LOL at Dyson…. pretty sure I told ya so.

Mr_Jon
mostly lol @ “urban air mobility market”
Plenty of Chairborne keyboard warriors to fit that bill…

Thing is, it'd have to be reliably autonomous and completely anti-hackable, otherwise we'll have people crashing into stuff all over the place. Flying cars are an awesome idea… giving them to the massed morons that inhabit this planet is beyond moronic. Besides, no booger will be able to afford one, let alone manage the licencing and insurance to fly it.
So, I look forward to 2021 when Porsche's own commercially unviable announcement.
my guess is that the Singapore Government, who tempted Dyson over there and away from the Uk…has pulled funding. Just a theory ….
Ttaskmaster
LOL at Dyson…. pretty sure I told ya so.


Plenty of Chairborne keyboard warriors to fit that bill…

Thing is, it'd have to be reliably autonomous and completely anti-hackable, otherwise we'll have people crashing into stuff all over the place. Flying cars are an awesome idea… giving them to the massed morons that inhabit this planet is beyond moronic. Besides, no booger will be able to afford one, let alone manage the licencing and insurance to fly it.
So, I look forward to 2021 when Porsche's own commercially unviable announcement.

It's bonkers innit. Dyson say they have a “fantastic electric car” for the mass market, which is so fantastic they don't dare pay to have it manufactured.
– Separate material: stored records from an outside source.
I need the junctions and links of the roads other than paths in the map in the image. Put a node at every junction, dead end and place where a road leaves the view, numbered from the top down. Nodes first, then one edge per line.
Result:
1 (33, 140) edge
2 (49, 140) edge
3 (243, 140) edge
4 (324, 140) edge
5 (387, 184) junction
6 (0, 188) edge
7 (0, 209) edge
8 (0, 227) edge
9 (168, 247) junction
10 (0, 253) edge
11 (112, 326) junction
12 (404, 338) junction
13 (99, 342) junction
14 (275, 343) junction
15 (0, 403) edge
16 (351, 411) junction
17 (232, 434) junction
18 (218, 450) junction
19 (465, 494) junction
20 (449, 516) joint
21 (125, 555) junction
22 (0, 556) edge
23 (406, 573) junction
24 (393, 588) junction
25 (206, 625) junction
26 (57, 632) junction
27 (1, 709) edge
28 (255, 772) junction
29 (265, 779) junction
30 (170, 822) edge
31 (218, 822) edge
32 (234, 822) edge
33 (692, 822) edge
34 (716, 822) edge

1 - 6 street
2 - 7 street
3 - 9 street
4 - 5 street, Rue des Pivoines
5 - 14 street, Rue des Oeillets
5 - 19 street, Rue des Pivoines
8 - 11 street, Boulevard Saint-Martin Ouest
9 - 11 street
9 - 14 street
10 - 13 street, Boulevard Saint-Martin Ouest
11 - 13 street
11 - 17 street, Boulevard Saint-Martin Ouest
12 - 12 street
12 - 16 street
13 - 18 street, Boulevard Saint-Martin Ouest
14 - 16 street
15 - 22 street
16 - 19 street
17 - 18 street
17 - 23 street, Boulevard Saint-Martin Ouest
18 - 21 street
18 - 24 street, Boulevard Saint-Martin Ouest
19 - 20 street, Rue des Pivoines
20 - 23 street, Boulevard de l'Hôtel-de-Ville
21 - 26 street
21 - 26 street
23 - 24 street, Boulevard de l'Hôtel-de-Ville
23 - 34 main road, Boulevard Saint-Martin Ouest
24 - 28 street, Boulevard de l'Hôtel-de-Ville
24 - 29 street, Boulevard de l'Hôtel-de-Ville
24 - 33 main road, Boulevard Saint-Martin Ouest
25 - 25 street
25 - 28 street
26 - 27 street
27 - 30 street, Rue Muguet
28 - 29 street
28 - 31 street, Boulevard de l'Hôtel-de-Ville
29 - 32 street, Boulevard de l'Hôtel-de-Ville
Meanwhile, Boeing and Porsche decide to completely miss the mass market with something that is aimed at the 0.00001% (and that's an approximation, sports fans), a project that will - pun thoroughly intended - never get off the ground. I'm sure we'd all love to live like the Jetsons, and for that I applaud their endeavour. But idiots.
Zak33
my guess is that the Singapore Government, who tempted Dyson over there and away from the Uk…has pulled funding. Just a theory ….

And that this product can't stand on its own two feet without subsidies.

Dyson probably came up against the same issues as Tesla. They are not a car maker. Teslas keep breaking on the strangest of things (batteries (the standard car battery, not the big posh one although they have recently updated it OTA to reduce capacity by some way), door handles, etc) because they do not have the experience building a car. Nissan is failing in the battery pack where they've weather sealed it but also not cooled it with a radiator, so in hot climates, it fails prematurely (and they refuse to replace it). Nissan, VW, etc do and so their starting point is the electric stuff whilst the rest of the car is already pretty much sorted. Tesla keep failing on the parts that other car companies have been doing for 100 years.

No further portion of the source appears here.